エンパグリフロジン10および25mgによるアドオン治療は、24週後においてリナグリプチン5mgもしくはメトホルミン単独での16週間の治療してコントロール不十分だった2型糖尿病患者プラセボ群と比較して、HbA1c、FPG、および平均HbA1c、FPGおよび体重の統計学的に有意で臨床的に有意な改善をみた。ベースライン時のHbA1c≥7.0%の患者で、24時間後にHbA1c <7.0%に達した患者の割合は、リナグリプチンとメトホルミンに対するアドオンと比較してプラセボの2倍以上であり、エンパグリフロジン25でほぼ倍増したリナグリプチンおよびメトホルミンに対するアドオンとしてのプラセボと比較した。予期せぬことに、フェーズ1/2では、尿中グルコース排泄の用量依存的増加とHbA1cレベルの用量依存的減少が報告されているにもかかわらず、エンパグリフロジン10および25mgを用いた平均HbA1cの減少は似通っていた 16)。エンパグリフロジン治療による体重減少は、第3相試験のデータと一致し、主にエンパグリフロジンに関連する尿中グルコース排出の増加によるカロリーの減少に起因すると考えられますが、リナグリプチンは体重に中立であると考えられる。体重減少または体重増加の回避は、患者にとって重要であり、体重増加は治療満足度および健康関連QOLの低下に関連する。この研究の間エンパグリフロジン治療群とプラセボ群との両方において、第24週のベースラインからの平均SBP変化の緩やかな減少がみられた。しかし、この研究は血圧に影響を及ぼす可能性のある血圧降下薬の使用の変化をコントロールしなかった。単剤療法または追加療法(6-11)としてエンパグリフロジンを用いたフェーズⅢ試験では、SBPの統計的に有意な低下が実証された。エンパグリフロジンは、利尿作用、体重減少、改善された血糖コントロール(21)を含む機序を介してBPを減少させるが、リナグリプチンはBPに影響を与えない(22)。二重盲検期間中のリナグリプチンおよびメトホルミンへのアドオンとしてのエンパグリフロジン10または25mgによる治療は耐容性が良好であった。 AEは、エンパグリフロジン群の患者のほうがプラセボ群より低い割合で報告されていた。治療によって誘発される低血糖症は、糖尿病患者の主要な関心事であり、心血管イベントのリスク増加、治療満足度の低下および健康関連QOL、および不良な血糖コントロール(20,23)と関連している。

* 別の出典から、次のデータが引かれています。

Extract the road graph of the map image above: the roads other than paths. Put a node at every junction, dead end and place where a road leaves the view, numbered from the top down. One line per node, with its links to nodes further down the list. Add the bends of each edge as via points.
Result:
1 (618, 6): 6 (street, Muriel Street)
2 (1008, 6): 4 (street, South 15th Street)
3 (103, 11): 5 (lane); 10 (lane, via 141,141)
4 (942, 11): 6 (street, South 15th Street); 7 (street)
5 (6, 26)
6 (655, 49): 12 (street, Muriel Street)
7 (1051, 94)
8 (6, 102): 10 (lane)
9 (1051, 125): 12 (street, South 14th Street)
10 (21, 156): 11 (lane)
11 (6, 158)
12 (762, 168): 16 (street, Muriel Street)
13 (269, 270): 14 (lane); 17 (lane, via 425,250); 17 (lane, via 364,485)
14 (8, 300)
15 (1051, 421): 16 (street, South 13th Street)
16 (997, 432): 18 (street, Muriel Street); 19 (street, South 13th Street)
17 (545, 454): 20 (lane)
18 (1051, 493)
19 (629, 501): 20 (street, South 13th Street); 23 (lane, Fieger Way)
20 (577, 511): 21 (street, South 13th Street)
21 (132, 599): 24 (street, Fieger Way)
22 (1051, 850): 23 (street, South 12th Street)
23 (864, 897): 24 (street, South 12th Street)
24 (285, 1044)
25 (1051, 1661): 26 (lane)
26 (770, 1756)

エンパグリフロジンとリナグリプチンの両方は、単独療法として投与された場合、低血糖のリスクが低い(6,18)。この研究では、リナグリプチンとメトホルミンを併用したアドオン療法として、プラセボよりもエンパグリフロジン25mgを投与された患者の方が、低血糖AEがより多く報告されているが、その数は少ない。現在の治療法の勧告(1)を考慮すると、エンパグリフロジンとリナグリプチンの両方に関連する低血糖のリスクは低い。生殖器感染と一致する事象を有する患者の割合は、全ての処置群において低かったが、そのような事象の発生率は、プラセボよりも25%のエンパグリフロジンで処置された患者において高かった。 UTIと一致する事象の数は増加しなかった。我々の研究の限界は比較的小さいサンプルサイズであり、少数のAEを解釈する際に考慮する必要がある。さらに、我々の研究におけるAEの曝露および追跡期間は比較的短かった。

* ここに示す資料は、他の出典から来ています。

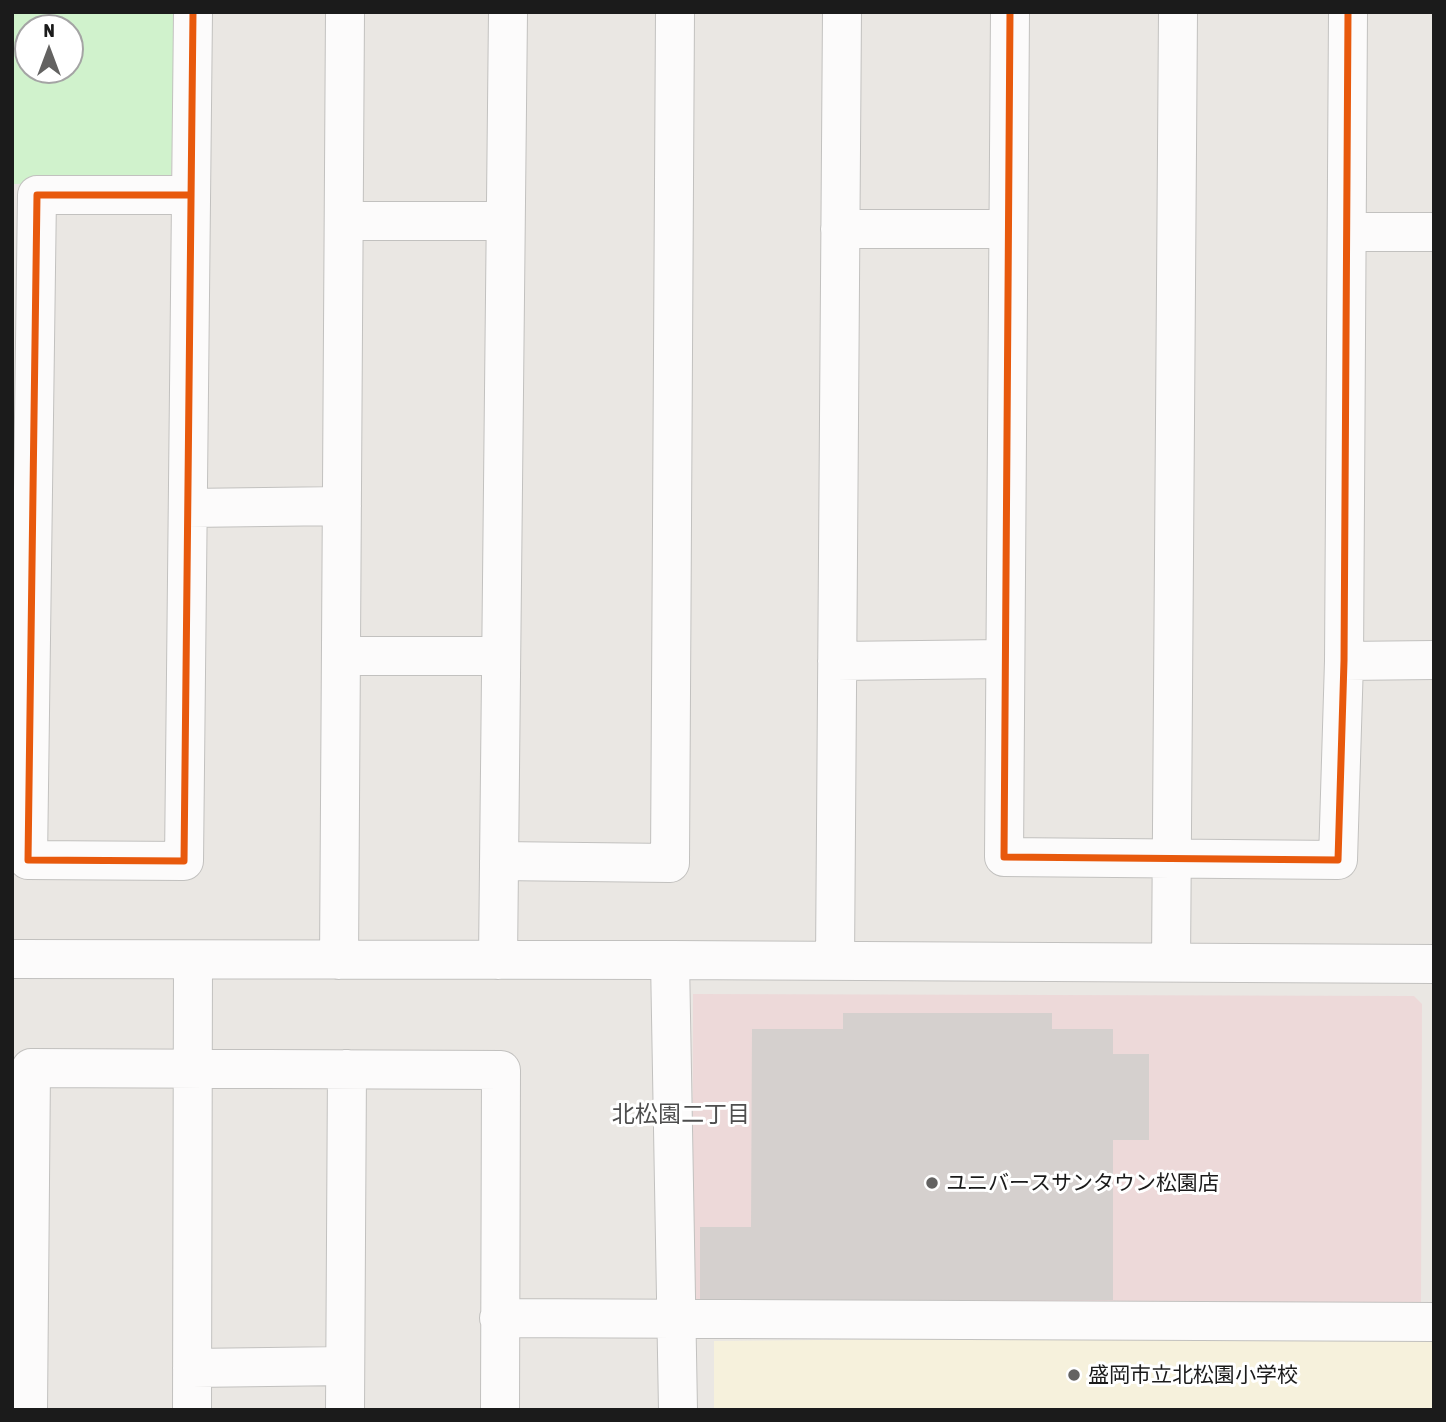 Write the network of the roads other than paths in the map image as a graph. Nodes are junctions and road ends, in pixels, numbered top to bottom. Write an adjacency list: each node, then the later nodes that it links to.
1 (192, 12): 9 (street)
2 (345, 12): 10 (street)
3 (508, 12): 11 (street)
4 (675, 12): 26 (street)
5 (842, 12): 12 (street)
6 (1010, 12): 13 (street)
7 (1178, 12): 25 (street)
8 (1348, 12): 14 (street)
9 (191, 195): 17 (street); 18 (street)
10 (344, 221): 11 (street); 16 (street)
11 (505, 221): 20 (street)
12 (840, 229): 13 (street); 23 (street)
13 (1008, 229): 21 (street)
14 (1347, 232): 15 (street); 24 (street)
15 (1434, 232)
16 (342, 506): 18 (street); 19 (street)
17 (23, 508): 18 (street)
18 (188, 508)
19 (341, 656): 20 (street); 29 (street)
20 (501, 656): 26 (street)
21 (1005, 659): 23 (street); 25 (street)
22 (1434, 660): 24 (street)
23 (837, 661): 32 (street)
24 (1344, 661): 25 (street)
25 (1172, 859): 33 (street)
26 (499, 861): 30 (street)
27 (12, 959): 28 (street)
28 (192, 960): 29 (street); 35 (street)
29 (339, 960): 30 (street)
30 (498, 960): 31 (street)
31 (670, 960): 32 (street); 38 (street)
32 (835, 961): 33 (street)
33 (1171, 962): 34 (street)
34 (1434, 964)
35 (192, 1069): 36 (street); 40 (street); 42 (street)
36 (347, 1069): 37 (street); 41 (street)
37 (499, 1318): 38 (street); 46 (street)
38 (678, 1319): 39 (street); 47 (street)
39 (1434, 1322)
40 (21, 1343): 43 (street)
41 (345, 1366): 42 (street); 45 (street)
42 (192, 1368): 44 (street)
43 (28, 1410)
44 (192, 1410)
45 (345, 1410)
46 (500, 1410)
47 (678, 1410)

結論として、エンパグリフロジン10および25mgは、リナグリプチンおよびメトホルミンを用いたアドオン療法として、プラセボと比較して血糖コントロールおよび体重を改善し、2型糖尿病患者では耐容性が良好であった。したがって、エンパグリフロジンは、リナグリプチンおよびメトホルミンの不適切な血糖コントロールを有する患者のためのアドオン療法として、体重減少および低血糖症のリスクのある有益な治療選択肢を提供し得る。